Both Congresswoman Michele Bachmann (R-MN) and Congressman Steve King (R-IA) joined 26 other House Republicans in voting against the short-term spending bill that averted the government shutdown and paves the way for the long-term deal.
In a statement today she said:
The deal of $38 billion in cuts announced early this morning between GOP Leadership and Harry Reid is a pittance compared to the $3.5 trillion+ we are on pace to spend this year alone. Since Republicans took the Majority, I have been vocal about what the American people sent us to Washington to accomplish. As I said in my last RedState post, we must fight over trillions in cuts, we must fight over defunding ObamaCare and we must fight over defunding Planned Parenthood.
I wanted the GOP to fight for more in this week’s negotiations. I wanted them to fight for significant spending cuts before this debt cripples our children and grandchildren like it is crippling our economy right now. I have demonstrated my commitment to these values by voting “no” on past continuing resolutions and I will continue to oppose any spending measure that fails to take up these crucial issues. And rest assured, I will continue to fight for them when the battleground shifts to the debt ceiling and the 2012 budget.
Congressman King said in a statement today said that this bill was a lost opportunity.
There is no question that the cuts offered in the forthcoming long-term CR are needed and are long overdue. We must get government spending under control and rein in our skyrocketing deficit. But, while $39 billion in cuts is better than the status quo, it’s a long way from where we need to be.
Today the American people were given a $39 billion cut in federal spending in exchange for continued funding for ObamaCare. For months I have said that the CR would be the key leverage point in the effort to stop the implementation of ObamaCare. I am disappointed that we have surrendered this leverage without taking a stand to shut off the funding for this unconstitutional law. We have now ceded a significant amount of ground on this issue, and I fear that we will find it difficult, if not impossible, to regain it any time soon.
More than $105 billion in automatic funding for ObamaCare is already on the books, and over $23 billion of this total is in the pipeline to be spent. Every day ObamaCare’s roots reach deeper and deeper. In November, the American people charged us with stopping ObamaCare in its tracks, and today we made it much harder to do so.
The Tea Party Patriots in a statement this morning called it a “hollow victory.”
As you know by now, Speaker Boehner has reached a deal with Senator Reid and President Obama to only cut $38.5 Billion of your tax dollars this fiscal year. While the federal government "for the first time in history" is cutting $38,500,000,000 in spending in one fiscal year, in the past 7 days, the federal debt increased $54,100,000,000. You have told us this is not good enough for you.

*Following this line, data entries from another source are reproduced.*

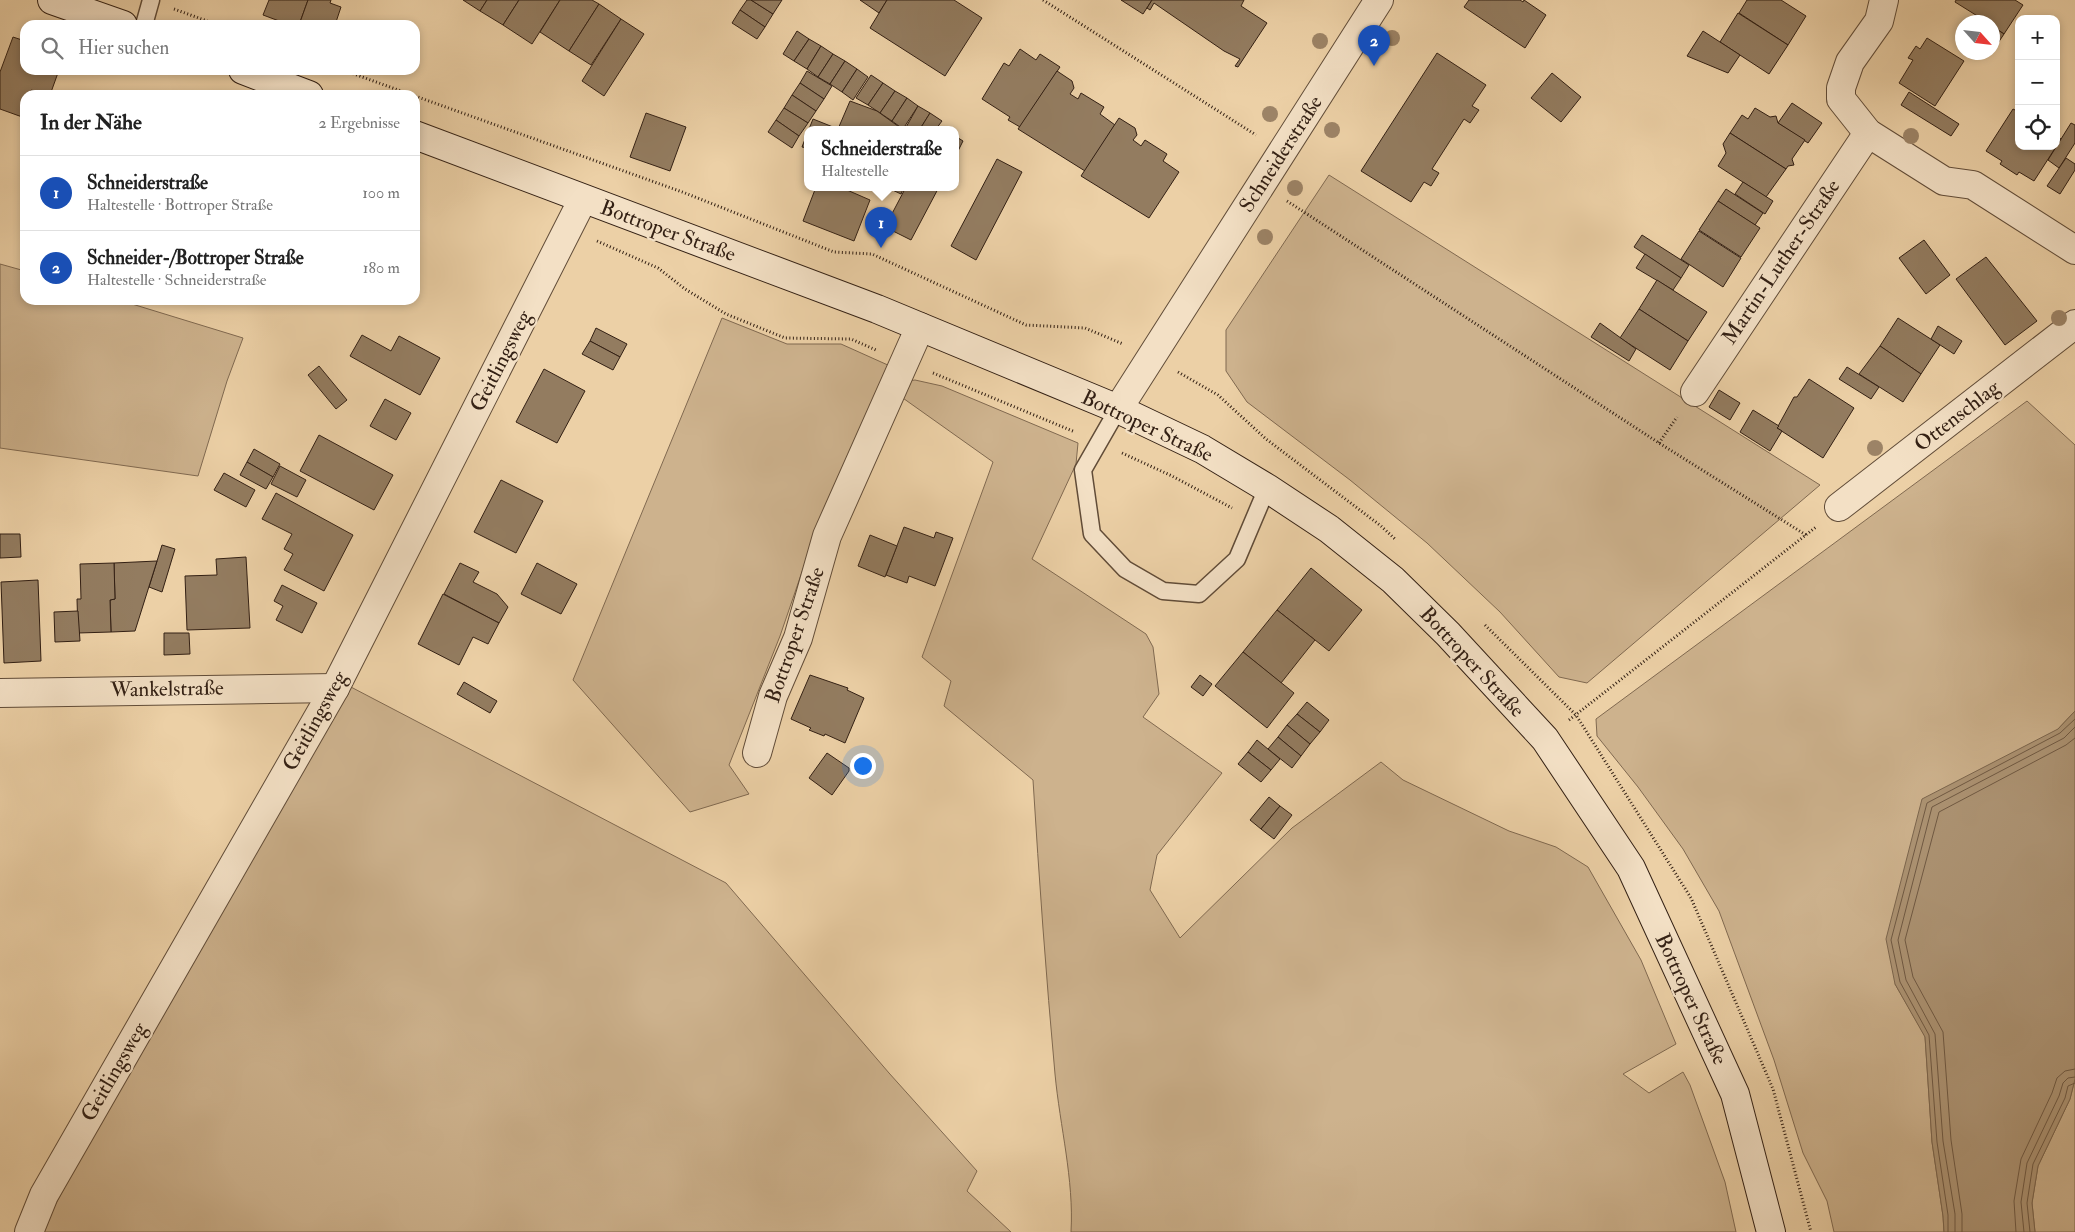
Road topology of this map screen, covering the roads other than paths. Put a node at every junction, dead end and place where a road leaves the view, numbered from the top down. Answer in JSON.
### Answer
{"nodes":[{"id":1,"x":52,"y":0,"type":"edge"},
{"id":2,"x":151,"y":0,"type":"edge"},
{"id":3,"x":1379,"y":0,"type":"edge"},
{"id":4,"x":1884,"y":0,"type":"edge"},
{"id":5,"x":110,"y":20,"type":"edge"},
{"id":6,"x":145,"y":20,"type":"edge"},
{"id":7,"x":256,"y":75,"type":"edge"},
{"id":8,"x":296,"y":90,"type":"edge"},
{"id":9,"x":1868,"y":132,"type":"junction"},
{"id":10,"x":420,"y":137,"type":"edge"},
{"id":11,"x":584,"y":199,"type":"junction"},
{"id":12,"x":2075,"y":250,"type":"edge"},
{"id":13,"x":2075,"y":324,"type":"edge"},
{"id":14,"x":920,"y":327,"type":"junction"},
{"id":15,"x":1695,"y":392,"type":"dead end"},
{"id":16,"x":1118,"y":409,"type":"junction"},
{"id":17,"x":1267,"y":488,"type":"junction"},
{"id":18,"x":1839,"y":507,"type":"dead end"},
{"id":19,"x":335,"y":688,"type":"junction"},
{"id":20,"x":0,"y":693,"type":"edge"},
{"id":21,"x":757,"y":753,"type":"dead end"},
{"id":22,"x":29,"y":1232,"type":"edge"},
{"id":23,"x":1771,"y":1232,"type":"edge"}],
"edges":[{"from":1,"to":5,"type":"street"},
{"from":2,"to":6,"type":"lane"},
{"from":3,"to":16,"type":"street","name":"Schneiderstraße"},
{"from":4,"to":9,"type":"street"},
{"from":7,"to":8,"type":"street"},
{"from":9,"to":12,"type":"street"},
{"from":9,"to":15,"type":"street","name":"Martin-Luther-Straße"},
{"from":10,"to":11,"type":"street","name":"Bottroper Straße"},
{"from":11,"to":14,"type":"street","name":"Bottroper Straße"},
{"from":11,"to":19,"type":"street","name":"Geitlingsweg"},
{"from":13,"to":18,"type":"street","name":"Ottenschlag"},
{"from":14,"to":16,"type":"street","name":"Bottroper Straße"},
{"from":14,"to":21,"type":"street","name":"Bottroper Straße"},
{"from":16,"to":17,"type":"street","name":"Bottroper Straße"},
{"from":16,"to":17,"type":"lane"},
{"from":17,"to":23,"type":"street","name":"Bottroper Straße"},
{"from":19,"to":20,"type":"street","name":"Wankelstraße"},
{"from":19,"to":22,"type":"street","name":"Geitlingsweg"}]}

You have told us you want Congress to stop this out of control spending. You wanted the Republicans to cut no less than $61 Billion. Since last night you’ve said to us that you are relieved to see that bills passing virtually overnight and certainly in less than 1 month’s time with completely out of control spending of hundreds of billions of dollars is over – for now. You are also saying that we expect and will continue to demand that the government get it’s outrageous out of control spending under control. We hear you. We get it and we agree! It is not enough in cuts. We have fought and will continue to fight for our values and to restore fiscal responsibility in our government.
They said it was just another example of politics as usual in Washington, D.C. I agree. Also, Robert Stacy McCain in his article this morning for The American Spectator said that this deal was no conservative victory.

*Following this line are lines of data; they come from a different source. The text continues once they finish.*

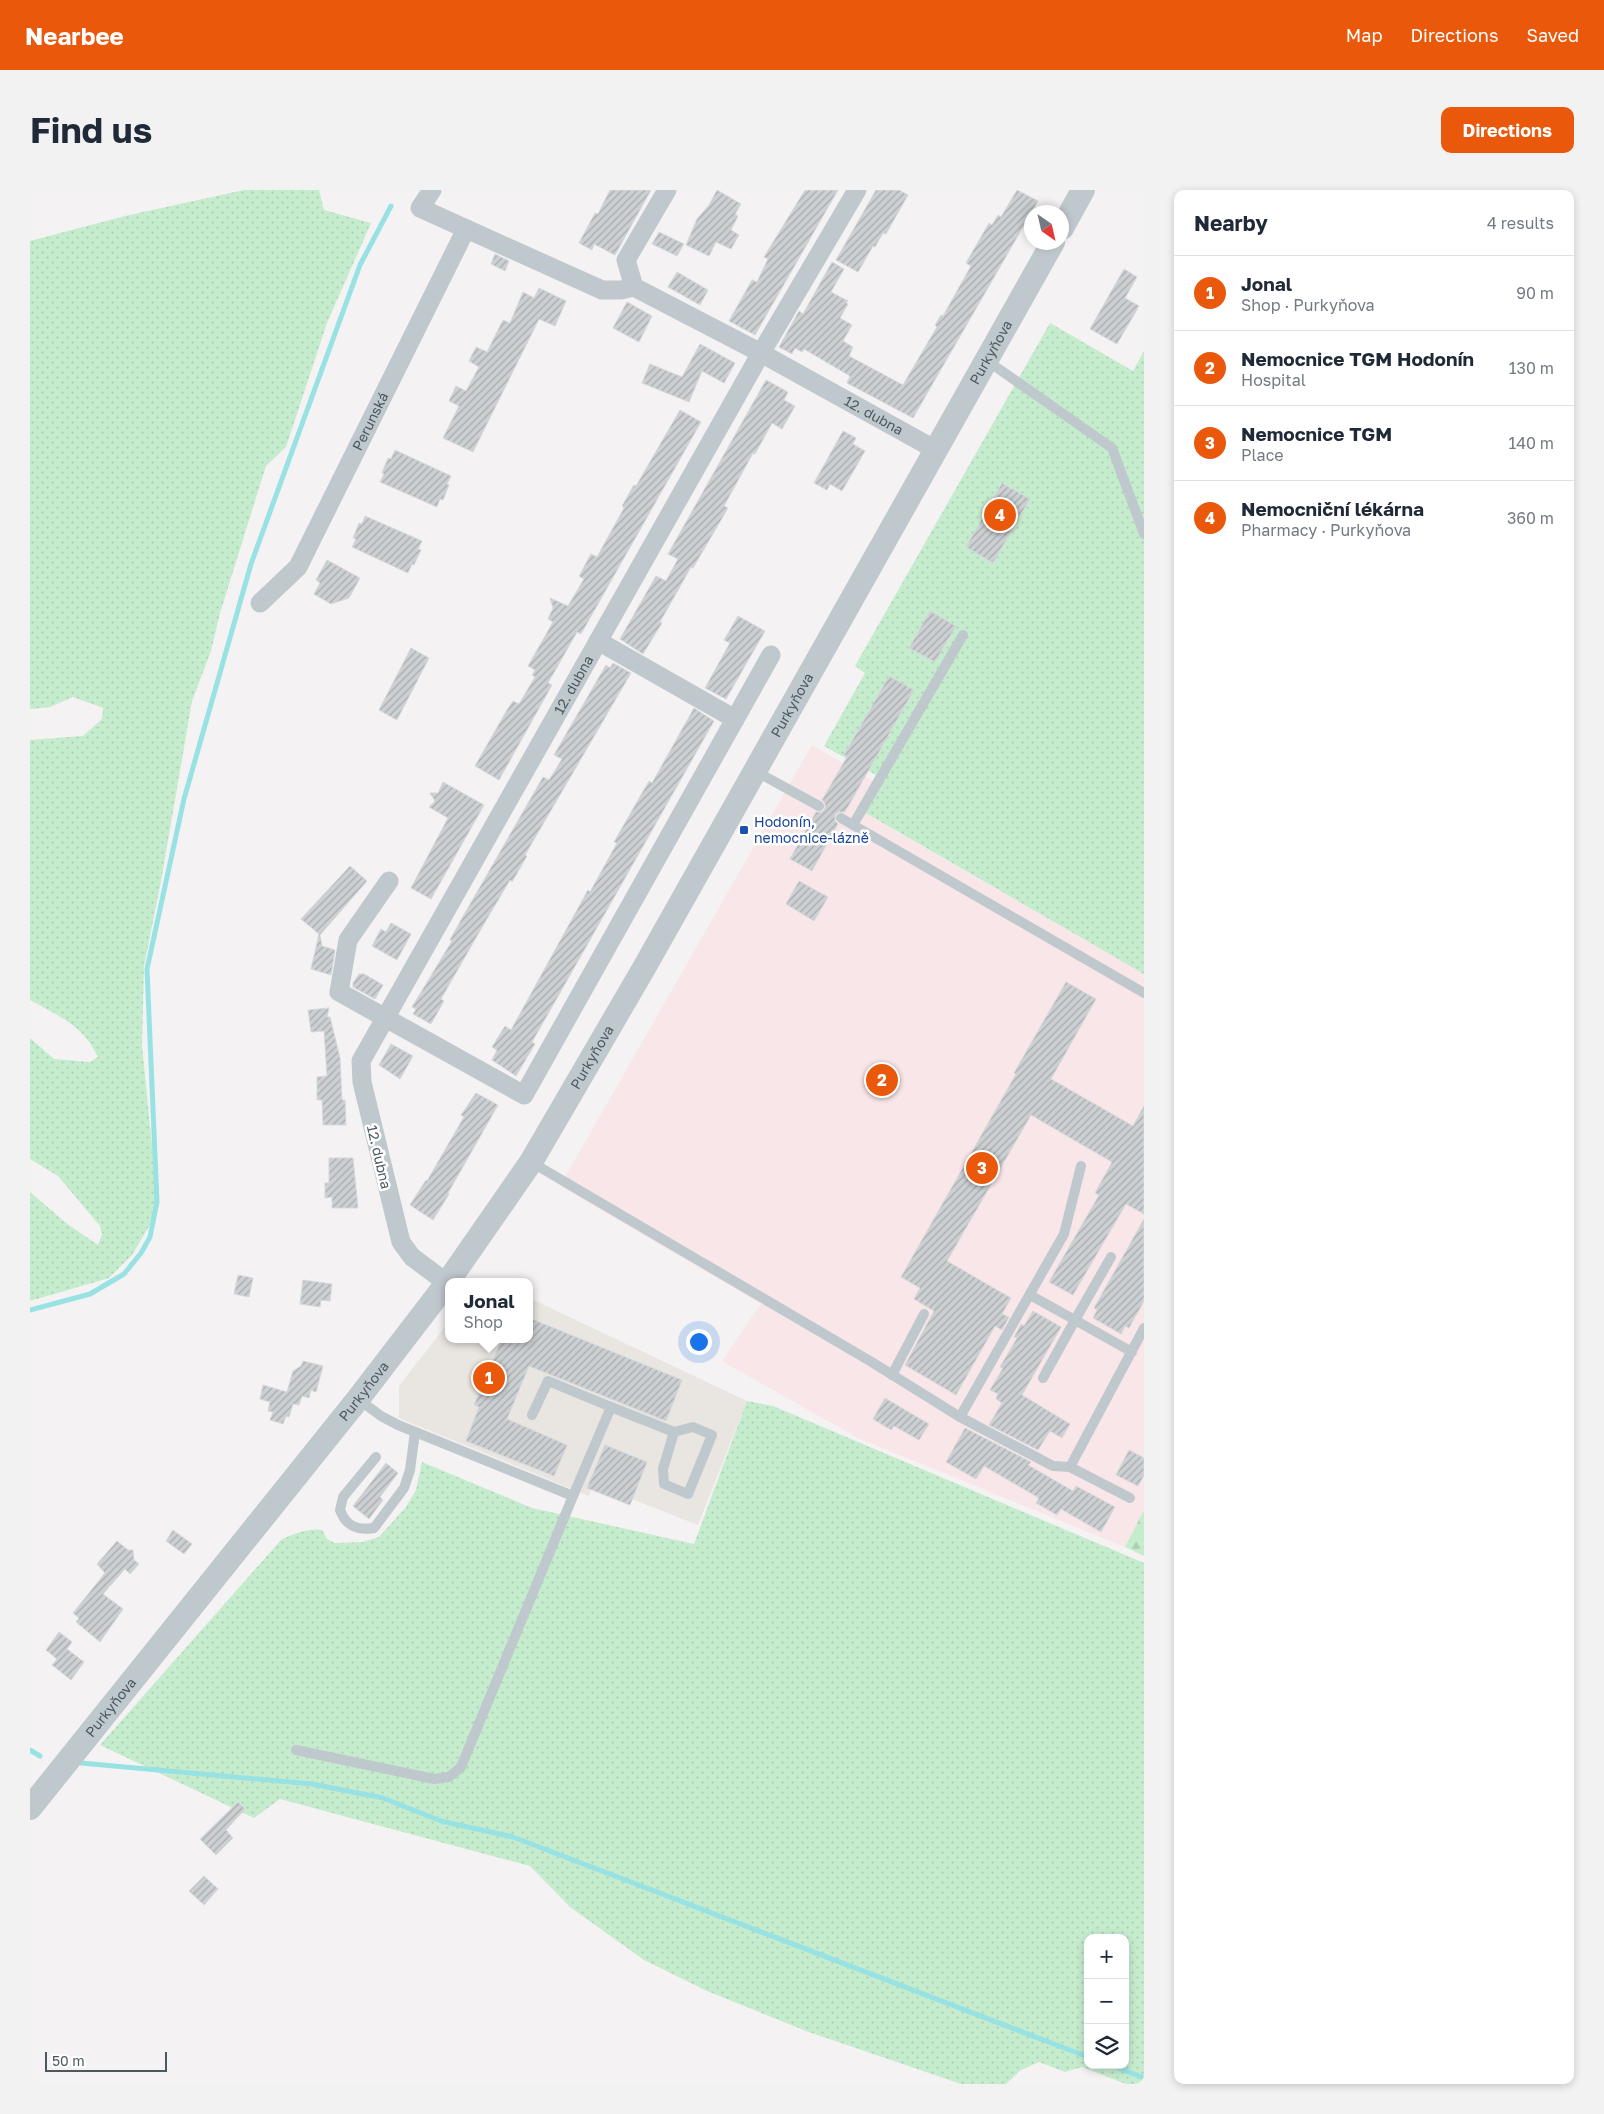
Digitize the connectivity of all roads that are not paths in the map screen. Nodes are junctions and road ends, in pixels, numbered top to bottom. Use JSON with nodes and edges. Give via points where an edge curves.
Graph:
{"nodes":[{"id":1,"x":432,"y":190,"type":"edge"},
{"id":2,"x":668,"y":190,"type":"edge"},
{"id":3,"x":857,"y":190,"type":"edge"},
{"id":4,"x":1084,"y":190,"type":"edge"},
{"id":5,"x":1069,"y":216,"type":"edge"},
{"id":6,"x":466,"y":229,"type":"junction"},
{"id":7,"x":1049,"y":250,"type":"edge"},
{"id":8,"x":634,"y":287,"type":"junction"},
{"id":9,"x":761,"y":353,"type":"junction"},
{"id":10,"x":986,"y":360,"type":"junction"},
{"id":11,"x":936,"y":450,"type":"junction"},
{"id":12,"x":1144,"y":534,"type":"edge"},
{"id":13,"x":260,"y":604,"type":"dead end"},
{"id":14,"x":963,"y":635,"type":"dead end"},
{"id":15,"x":598,"y":641,"type":"junction"},
{"id":16,"x":771,"y":655,"type":"dead end"},
{"id":17,"x":736,"y":719,"type":"junction"},
{"id":18,"x":754,"y":770,"type":"junction"},
{"id":19,"x":819,"y":806,"type":"dead end"},
{"id":20,"x":841,"y":818,"type":"dead end"},
{"id":21,"x":853,"y":825,"type":"junction"},
{"id":22,"x":390,"y":881,"type":"dead end"},
{"id":23,"x":1144,"y":993,"type":"edge"},
{"id":24,"x":386,"y":1017,"type":"junction"},
{"id":25,"x":531,"y":1162,"type":"junction"},
{"id":26,"x":1081,"y":1166,"type":"dead end"},
{"id":27,"x":1111,"y":1257,"type":"dead end"},
{"id":28,"x":450,"y":1278,"type":"edge"},
{"id":29,"x":445,"y":1281,"type":"edge"},
{"id":30,"x":445,"y":1286,"type":"edge"},
{"id":31,"x":1030,"y":1295,"type":"junction"},
{"id":32,"x":924,"y":1314,"type":"dead end"},
{"id":33,"x":1075,"y":1320,"type":"junction"},
{"id":34,"x":1144,"y":1328,"type":"edge"},
{"id":35,"x":1132,"y":1352,"type":"junction"},
{"id":36,"x":892,"y":1374,"type":"junction"},
{"id":37,"x":1042,"y":1378,"type":"dead end"},
{"id":38,"x":358,"y":1399,"type":"junction"},
{"id":39,"x":611,"y":1407,"type":"junction"},
{"id":40,"x":532,"y":1415,"type":"dead end"},
{"id":41,"x":960,"y":1417,"type":"junction"},
{"id":42,"x":415,"y":1432,"type":"junction"},
{"id":43,"x":674,"y":1432,"type":"junction"},
{"id":44,"x":376,"y":1457,"type":"dead end"},
{"id":45,"x":1070,"y":1467,"type":"junction"},
{"id":46,"x":573,"y":1496,"type":"junction"},
{"id":47,"x":1130,"y":1498,"type":"dead end"},
{"id":48,"x":296,"y":1750,"type":"dead end"},
{"id":49,"x":30,"y":1807,"type":"edge"}],
"edges":[{"from":1,"to":6,"type":"street","via":[[420,208]]},
{"from":2,"to":8,"type":"street","via":[[626,260]]},
{"from":3,"to":9,"type":"street","name":"12. dubna"},
{"from":4,"to":5,"type":"street"},
{"from":6,"to":8,"type":"street","via":[[602,290]]},
{"from":6,"to":13,"type":"street","name":"Perunská","via":[[298,567]]},
{"from":7,"to":10,"type":"street","name":"Purkyňova"},
{"from":8,"to":9,"type":"street","name":"12. dubna"},
{"from":9,"to":11,"type":"street","name":"12. dubna"},
{"from":9,"to":15,"type":"street","name":"12. dubna"},
{"from":10,"to":11,"type":"street","name":"Purkyňova"},
{"from":10,"to":12,"type":"lane","via":[[1112,448]]},
{"from":11,"to":18,"type":"street","name":"Purkyňova"},
{"from":14,"to":21,"type":"lane"},
{"from":15,"to":17,"type":"street"},
{"from":15,"to":24,"type":"street","name":"12. dubna"},
{"from":16,"to":17,"type":"street"},
{"from":17,"to":24,"type":"street","via":[[524,1095]]},
{"from":18,"to":19,"type":"lane"},
{"from":18,"to":25,"type":"street","name":"Purkyňova"},
{"from":20,"to":21,"type":"lane"},
{"from":21,"to":23,"type":"lane"},
{"from":22,"to":24,"type":"street","via":[[348,940],[339,985],[339,992]]},
{"from":24,"to":29,"type":"street","name":"12. dubna","via":[[361,1062],[362,1082],[401,1242],[412,1256]]},
{"from":25,"to":28,"type":"street","name":"Purkyňova"},
{"from":25,"to":36,"type":"lane"},
{"from":26,"to":31,"type":"lane","via":[[1064,1234]]},
{"from":27,"to":33,"type":"lane"},
{"from":30,"to":38,"type":"street","name":"Purkyňova"},
{"from":31,"to":33,"type":"lane"},
{"from":31,"to":41,"type":"lane"},
{"from":32,"to":36,"type":"lane"},
{"from":33,"to":35,"type":"lane"},
{"from":33,"to":37,"type":"lane"},
{"from":34,"to":35,"type":"lane"},
{"from":35,"to":45,"type":"lane"},
{"from":36,"to":41,"type":"lane"},
{"from":38,"to":42,"type":"lane","via":[[381,1416]]},
{"from":38,"to":49,"type":"street","name":"Purkyňova"},
{"from":39,"to":40,"type":"lane","via":[[548,1381]]},
{"from":39,"to":43,"type":"lane"},
{"from":39,"to":46,"type":"lane"},
{"from":41,"to":45,"type":"lane","via":[[1054,1466]]},
{"from":42,"to":44,"type":"lane","via":[[404,1488],[374,1528],[362,1530],[350,1525],[340,1510],[343,1497]]},
{"from":42,"to":46,"type":"lane"},
{"from":43,"to":43,"type":"lane","via":[[663,1469],[664,1484],[688,1494],[712,1435],[693,1427]]},
{"from":45,"to":47,"type":"lane"},
{"from":46,"to":48,"type":"lane","via":[[461,1767],[449,1778],[434,1779]]}]}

My own midnight mood was disgruntled. It appears that Republican leaders used pro-lifers as a bargaining chip, making a show of standing firm on the defunding of Planned Parenthood, only to abandon that position at the last minute. The GOP thus made a winner of Chuck Schumer, who had vowed the Senate would "never, never, never" agree to cut the taxpayer subsidy to Planned Parenthood.
Basic rule of thumb: It’s not a conservative victory if Chuck Schumer has any reason to smile.
Beyond the GOP’s disappointing (but by no means unprecedented) abandonment of social conservatives, the amount that Boehner’s bargain would cut from the 2011 budget, about $39 billion, represents something less than 1/30th of this year’s deficit. So if this "historic" reduction of federal spending (to borrow Harry Reid’s expression) charts our future course, the United States might achieve a balanced budget by 2042.
This sober fiscal reality makes GOP triumphalists look a lot like Charlie Sheen boasting that his drug-fueled career meltdown was "winning."
I want to reiterate my position this was nothing even remotely close to a victory. It demonstrated cowardice and has set us back, not moved us forward. I expect more.